【長野】ロジェ/長野市 雑貨、料理、暮らし。好きをかたちに
善光寺門前界隈は、パン屋や八百屋などがある生活感漂う町と、全国から多くの参拝者が訪れる観光地の2つの側面がある。
参道にある仁王門を左に曲がって少し歩くと「ロジェ」がある。このお店にはレトロな食器や海外製の文房具、暖かい靴下や子供向けのおもちゃなど、かわいい雑貨が並んでいる。それと同じように、栗やリンゴ、山々など「長野と言えば!」で思いつくモチーフが愛らしく描かれた茶筒や御朱印帳、一筆箋などがある。
「善光寺に来られた方も手軽に買えるお土産をと思って作った、オリジナルの雑貨なんです」とオーナーの安達紘子さん。お土産の卸販売を営む家に育った安達さんは、東京で雑貨屋に勤めていたが、東日本大震災などを経て「自分のやりたいことをしたい」とUターンし、2012年にこの店を開いた。
「この魚の筆箱、学生時代に使っていたんです!」。そう嬉しそうに話すお客さんは自分用のギフトにと買い物。善光寺帰りらしい女性2人組は、長野らしい雑貨を手にとってどれにしようか悩んでいる。このお店では「生活を楽しくする雑貨」と「旅の思い出となるお土産」が同じように並んでいて、冒頭に書いたような善光寺門前らしさがぎゅっと凝縮されているのだ。
実は安達さんの夫・浩平さんは「ロジェ・ア・ターブル」という店名で料理のケータリングを行っている。「料理人の仕事は店を構えると、夜遅くまでになってしまうんです。でも長野に帰ってきて、子育ても2人でやりたいという思いがあって、彼はケータリングというスタイルを選んだんです」。自宅で美味しいお料理が食べられるケータリングサービスは、子供がいてなかなか外食ができない家庭や友達とのホームパーティーなどにも喜ばれているそう。
好きな雑貨を扱うお店を持って、夫婦2人で子育てがしやすい仕事スタイルを選んで。

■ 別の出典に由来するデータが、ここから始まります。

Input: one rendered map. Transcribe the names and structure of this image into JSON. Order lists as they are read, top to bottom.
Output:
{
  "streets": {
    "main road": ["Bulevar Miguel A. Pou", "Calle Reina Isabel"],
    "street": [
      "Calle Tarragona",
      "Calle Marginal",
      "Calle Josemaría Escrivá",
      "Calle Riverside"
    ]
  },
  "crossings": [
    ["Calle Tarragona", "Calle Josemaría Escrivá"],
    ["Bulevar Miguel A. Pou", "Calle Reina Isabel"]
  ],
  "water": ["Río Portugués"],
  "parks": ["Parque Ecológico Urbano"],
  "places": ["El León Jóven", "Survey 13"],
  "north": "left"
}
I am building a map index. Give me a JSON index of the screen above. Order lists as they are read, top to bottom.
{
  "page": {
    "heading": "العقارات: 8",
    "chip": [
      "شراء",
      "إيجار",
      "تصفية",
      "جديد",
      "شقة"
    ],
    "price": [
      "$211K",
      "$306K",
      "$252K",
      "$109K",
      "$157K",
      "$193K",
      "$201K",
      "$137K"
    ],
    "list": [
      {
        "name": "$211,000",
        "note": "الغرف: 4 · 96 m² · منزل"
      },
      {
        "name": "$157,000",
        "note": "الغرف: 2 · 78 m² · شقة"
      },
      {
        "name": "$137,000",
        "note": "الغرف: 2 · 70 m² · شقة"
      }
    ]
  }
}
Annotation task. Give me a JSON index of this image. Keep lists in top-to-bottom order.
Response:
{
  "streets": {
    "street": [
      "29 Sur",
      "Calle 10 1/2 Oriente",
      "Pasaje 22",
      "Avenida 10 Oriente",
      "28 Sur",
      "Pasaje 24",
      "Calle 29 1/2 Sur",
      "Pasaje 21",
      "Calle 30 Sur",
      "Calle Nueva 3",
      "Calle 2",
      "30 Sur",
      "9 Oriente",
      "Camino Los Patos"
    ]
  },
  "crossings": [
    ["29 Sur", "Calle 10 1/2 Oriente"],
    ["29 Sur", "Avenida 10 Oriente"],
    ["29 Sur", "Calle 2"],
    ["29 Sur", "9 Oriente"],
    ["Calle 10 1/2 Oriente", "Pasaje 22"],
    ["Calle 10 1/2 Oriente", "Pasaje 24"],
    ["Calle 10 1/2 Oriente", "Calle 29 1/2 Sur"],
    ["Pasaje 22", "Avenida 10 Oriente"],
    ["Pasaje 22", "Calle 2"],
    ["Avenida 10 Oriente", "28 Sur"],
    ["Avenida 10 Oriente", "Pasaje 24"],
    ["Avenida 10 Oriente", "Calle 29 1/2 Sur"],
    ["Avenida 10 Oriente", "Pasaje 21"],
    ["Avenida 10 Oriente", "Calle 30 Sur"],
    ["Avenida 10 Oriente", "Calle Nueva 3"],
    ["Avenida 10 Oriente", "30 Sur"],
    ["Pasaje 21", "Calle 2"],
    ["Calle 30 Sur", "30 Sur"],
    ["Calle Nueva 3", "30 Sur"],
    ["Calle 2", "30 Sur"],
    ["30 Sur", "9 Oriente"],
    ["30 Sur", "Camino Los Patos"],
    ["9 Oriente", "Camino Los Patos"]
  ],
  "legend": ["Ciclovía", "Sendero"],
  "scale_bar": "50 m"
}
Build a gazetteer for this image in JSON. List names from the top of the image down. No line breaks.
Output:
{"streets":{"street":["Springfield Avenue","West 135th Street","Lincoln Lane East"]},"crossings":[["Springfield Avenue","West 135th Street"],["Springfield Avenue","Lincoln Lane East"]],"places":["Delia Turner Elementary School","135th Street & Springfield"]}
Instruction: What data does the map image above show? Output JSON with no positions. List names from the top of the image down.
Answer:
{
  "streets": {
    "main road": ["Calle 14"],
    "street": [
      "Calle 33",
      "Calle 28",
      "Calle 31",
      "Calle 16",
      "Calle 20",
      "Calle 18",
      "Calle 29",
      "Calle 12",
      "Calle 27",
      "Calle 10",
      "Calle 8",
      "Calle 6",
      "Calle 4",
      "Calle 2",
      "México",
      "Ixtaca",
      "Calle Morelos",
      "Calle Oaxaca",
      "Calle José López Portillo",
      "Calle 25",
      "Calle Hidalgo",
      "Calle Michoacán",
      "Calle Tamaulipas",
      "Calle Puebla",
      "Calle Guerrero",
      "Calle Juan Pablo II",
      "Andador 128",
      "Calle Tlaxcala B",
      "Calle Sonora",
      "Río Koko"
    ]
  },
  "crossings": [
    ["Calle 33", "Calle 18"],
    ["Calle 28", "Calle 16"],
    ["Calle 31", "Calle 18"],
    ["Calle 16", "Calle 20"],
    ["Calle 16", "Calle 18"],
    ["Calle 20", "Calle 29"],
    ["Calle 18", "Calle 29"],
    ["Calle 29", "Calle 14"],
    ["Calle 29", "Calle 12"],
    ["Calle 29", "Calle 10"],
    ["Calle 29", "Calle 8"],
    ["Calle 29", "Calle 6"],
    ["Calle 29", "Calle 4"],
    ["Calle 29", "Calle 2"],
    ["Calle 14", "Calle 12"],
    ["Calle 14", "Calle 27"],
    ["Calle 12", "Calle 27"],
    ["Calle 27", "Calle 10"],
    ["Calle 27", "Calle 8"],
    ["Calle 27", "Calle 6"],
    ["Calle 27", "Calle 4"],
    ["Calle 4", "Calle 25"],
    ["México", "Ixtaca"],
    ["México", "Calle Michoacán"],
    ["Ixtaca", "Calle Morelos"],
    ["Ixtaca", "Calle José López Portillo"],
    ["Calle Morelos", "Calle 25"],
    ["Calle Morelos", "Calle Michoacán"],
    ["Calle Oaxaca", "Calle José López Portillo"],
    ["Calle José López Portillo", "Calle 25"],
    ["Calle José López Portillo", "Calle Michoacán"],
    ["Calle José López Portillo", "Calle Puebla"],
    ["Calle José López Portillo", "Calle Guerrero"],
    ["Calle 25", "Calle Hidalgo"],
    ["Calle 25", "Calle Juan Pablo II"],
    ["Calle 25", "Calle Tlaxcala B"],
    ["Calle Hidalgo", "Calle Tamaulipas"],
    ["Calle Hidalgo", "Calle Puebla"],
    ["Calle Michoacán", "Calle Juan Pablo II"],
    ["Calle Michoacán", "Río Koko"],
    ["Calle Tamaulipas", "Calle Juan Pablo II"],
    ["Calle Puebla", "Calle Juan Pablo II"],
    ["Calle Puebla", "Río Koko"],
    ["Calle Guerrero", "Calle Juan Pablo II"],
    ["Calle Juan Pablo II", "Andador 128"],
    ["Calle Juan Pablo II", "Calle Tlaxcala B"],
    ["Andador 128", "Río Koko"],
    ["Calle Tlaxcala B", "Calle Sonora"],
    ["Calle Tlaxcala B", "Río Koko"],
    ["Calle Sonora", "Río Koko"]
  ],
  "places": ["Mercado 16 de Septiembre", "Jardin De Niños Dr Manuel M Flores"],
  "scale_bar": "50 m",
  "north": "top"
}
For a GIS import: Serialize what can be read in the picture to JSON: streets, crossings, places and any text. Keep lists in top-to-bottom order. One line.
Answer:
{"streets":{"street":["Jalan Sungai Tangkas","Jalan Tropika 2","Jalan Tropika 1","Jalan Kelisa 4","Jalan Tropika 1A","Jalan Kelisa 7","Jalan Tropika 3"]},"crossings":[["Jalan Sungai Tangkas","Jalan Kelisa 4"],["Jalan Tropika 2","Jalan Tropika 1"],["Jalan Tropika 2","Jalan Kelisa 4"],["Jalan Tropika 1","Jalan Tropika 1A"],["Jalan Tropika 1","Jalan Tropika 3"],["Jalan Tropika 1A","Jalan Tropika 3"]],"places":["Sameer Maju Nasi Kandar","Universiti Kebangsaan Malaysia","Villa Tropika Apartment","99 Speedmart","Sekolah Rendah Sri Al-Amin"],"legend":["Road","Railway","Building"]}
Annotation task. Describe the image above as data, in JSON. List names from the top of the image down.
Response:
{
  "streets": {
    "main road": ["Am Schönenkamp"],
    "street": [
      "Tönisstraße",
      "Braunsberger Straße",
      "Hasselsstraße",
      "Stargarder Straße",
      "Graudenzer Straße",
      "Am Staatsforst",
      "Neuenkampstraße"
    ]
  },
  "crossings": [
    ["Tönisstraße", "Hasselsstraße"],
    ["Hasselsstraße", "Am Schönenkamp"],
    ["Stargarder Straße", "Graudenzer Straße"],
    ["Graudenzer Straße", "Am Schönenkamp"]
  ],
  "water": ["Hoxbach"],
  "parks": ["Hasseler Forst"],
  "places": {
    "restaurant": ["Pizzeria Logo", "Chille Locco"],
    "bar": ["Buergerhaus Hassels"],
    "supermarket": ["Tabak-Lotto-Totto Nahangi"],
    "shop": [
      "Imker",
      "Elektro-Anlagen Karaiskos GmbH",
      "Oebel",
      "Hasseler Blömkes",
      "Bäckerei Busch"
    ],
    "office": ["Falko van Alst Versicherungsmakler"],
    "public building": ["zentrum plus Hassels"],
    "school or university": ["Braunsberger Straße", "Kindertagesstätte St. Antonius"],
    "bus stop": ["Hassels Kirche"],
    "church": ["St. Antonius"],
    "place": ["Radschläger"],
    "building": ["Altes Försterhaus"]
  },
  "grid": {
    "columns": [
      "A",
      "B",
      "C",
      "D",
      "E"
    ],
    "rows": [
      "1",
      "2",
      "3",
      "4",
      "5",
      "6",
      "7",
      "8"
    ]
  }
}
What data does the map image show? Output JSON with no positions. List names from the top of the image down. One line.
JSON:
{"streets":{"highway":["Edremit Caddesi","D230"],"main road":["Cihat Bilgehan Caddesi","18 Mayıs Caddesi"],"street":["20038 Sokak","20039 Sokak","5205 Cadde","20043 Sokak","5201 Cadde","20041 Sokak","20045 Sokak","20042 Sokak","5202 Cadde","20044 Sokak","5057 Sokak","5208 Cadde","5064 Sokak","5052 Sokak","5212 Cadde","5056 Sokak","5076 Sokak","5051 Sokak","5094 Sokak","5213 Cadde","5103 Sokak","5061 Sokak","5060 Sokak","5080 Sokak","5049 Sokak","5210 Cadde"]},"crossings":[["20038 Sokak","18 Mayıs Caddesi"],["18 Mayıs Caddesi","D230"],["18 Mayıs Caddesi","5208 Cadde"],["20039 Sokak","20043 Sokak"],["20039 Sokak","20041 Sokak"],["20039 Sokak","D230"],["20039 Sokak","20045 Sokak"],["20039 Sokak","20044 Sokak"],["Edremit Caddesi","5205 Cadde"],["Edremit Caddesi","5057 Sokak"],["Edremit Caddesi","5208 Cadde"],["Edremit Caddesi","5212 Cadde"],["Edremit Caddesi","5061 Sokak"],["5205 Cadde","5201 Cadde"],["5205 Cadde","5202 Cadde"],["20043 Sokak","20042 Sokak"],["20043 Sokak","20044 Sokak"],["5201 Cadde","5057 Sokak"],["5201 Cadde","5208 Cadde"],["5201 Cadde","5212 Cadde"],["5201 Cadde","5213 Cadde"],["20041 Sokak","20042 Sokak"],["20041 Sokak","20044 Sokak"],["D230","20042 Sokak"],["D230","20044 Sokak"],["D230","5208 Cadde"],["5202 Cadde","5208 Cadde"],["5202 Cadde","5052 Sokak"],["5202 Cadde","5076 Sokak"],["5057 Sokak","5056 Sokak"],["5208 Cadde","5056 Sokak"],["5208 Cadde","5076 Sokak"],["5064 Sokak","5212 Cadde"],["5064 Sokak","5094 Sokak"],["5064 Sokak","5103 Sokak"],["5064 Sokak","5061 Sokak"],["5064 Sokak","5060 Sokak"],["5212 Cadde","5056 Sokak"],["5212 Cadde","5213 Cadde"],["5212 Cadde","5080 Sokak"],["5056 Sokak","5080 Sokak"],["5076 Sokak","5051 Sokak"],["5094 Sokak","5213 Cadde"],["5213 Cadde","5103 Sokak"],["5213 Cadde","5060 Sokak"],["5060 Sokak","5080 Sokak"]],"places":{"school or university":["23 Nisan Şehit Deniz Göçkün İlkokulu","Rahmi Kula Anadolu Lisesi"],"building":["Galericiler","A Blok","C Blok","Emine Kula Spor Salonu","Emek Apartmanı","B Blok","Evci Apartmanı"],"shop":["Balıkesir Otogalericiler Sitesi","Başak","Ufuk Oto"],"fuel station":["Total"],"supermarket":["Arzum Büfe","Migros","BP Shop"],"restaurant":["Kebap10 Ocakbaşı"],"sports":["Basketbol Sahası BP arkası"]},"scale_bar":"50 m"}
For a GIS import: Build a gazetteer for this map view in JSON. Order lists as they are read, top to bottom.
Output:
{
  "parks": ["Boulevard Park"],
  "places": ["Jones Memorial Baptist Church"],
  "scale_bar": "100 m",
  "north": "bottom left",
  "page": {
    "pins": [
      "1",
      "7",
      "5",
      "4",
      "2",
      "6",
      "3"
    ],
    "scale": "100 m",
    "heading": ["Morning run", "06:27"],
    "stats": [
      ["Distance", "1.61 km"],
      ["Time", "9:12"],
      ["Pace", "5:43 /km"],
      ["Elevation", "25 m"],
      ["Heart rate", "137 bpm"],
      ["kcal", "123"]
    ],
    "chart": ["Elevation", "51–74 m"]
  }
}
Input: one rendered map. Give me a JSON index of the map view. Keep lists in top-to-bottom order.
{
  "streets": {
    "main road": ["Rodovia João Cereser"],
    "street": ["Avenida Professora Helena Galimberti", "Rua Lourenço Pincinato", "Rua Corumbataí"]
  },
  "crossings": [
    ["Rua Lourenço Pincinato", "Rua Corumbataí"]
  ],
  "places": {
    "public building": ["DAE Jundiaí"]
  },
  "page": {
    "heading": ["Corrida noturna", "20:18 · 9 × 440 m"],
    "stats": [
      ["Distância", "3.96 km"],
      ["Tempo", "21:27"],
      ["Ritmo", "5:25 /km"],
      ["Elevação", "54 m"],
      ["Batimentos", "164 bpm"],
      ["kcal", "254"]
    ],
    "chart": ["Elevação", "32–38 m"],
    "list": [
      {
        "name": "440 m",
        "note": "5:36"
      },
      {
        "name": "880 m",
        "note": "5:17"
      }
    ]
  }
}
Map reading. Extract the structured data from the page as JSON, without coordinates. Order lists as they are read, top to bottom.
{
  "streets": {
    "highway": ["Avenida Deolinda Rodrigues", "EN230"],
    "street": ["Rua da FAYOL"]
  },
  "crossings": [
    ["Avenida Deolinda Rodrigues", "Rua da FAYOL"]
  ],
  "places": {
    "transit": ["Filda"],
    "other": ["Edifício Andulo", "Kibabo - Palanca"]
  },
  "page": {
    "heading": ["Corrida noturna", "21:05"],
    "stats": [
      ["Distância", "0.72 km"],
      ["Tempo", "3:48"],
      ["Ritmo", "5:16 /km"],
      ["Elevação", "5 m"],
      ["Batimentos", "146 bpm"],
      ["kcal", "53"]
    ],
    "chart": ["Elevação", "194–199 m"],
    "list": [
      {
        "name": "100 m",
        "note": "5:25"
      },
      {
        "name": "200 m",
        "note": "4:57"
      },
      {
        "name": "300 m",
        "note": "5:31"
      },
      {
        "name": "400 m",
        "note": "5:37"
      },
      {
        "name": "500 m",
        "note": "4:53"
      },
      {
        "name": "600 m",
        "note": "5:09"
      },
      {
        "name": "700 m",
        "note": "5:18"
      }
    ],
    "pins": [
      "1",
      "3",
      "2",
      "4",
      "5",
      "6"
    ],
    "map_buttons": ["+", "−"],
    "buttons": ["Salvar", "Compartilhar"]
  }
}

東京ではなく長野だから叶えられた理想のかたちなんだなぁと話をうかがっていたら、取材後にメールをいただいた。「好きなことをやれているけれど、お店を持ったことで場所に縛られているなと最近感じることがあって。人生一度きりだから自分の人生を楽しまなくては!」
そういえば取材時に、長野だけでなく旦那さんの実家の山形にも拠点があるといいな、海外にも行きたいな。そんなことを安達さんは話していた。お店が生き生きしているのは、そこにいる人がとどまらずチャーミングであり続けたいと願っているからだと思うのだ。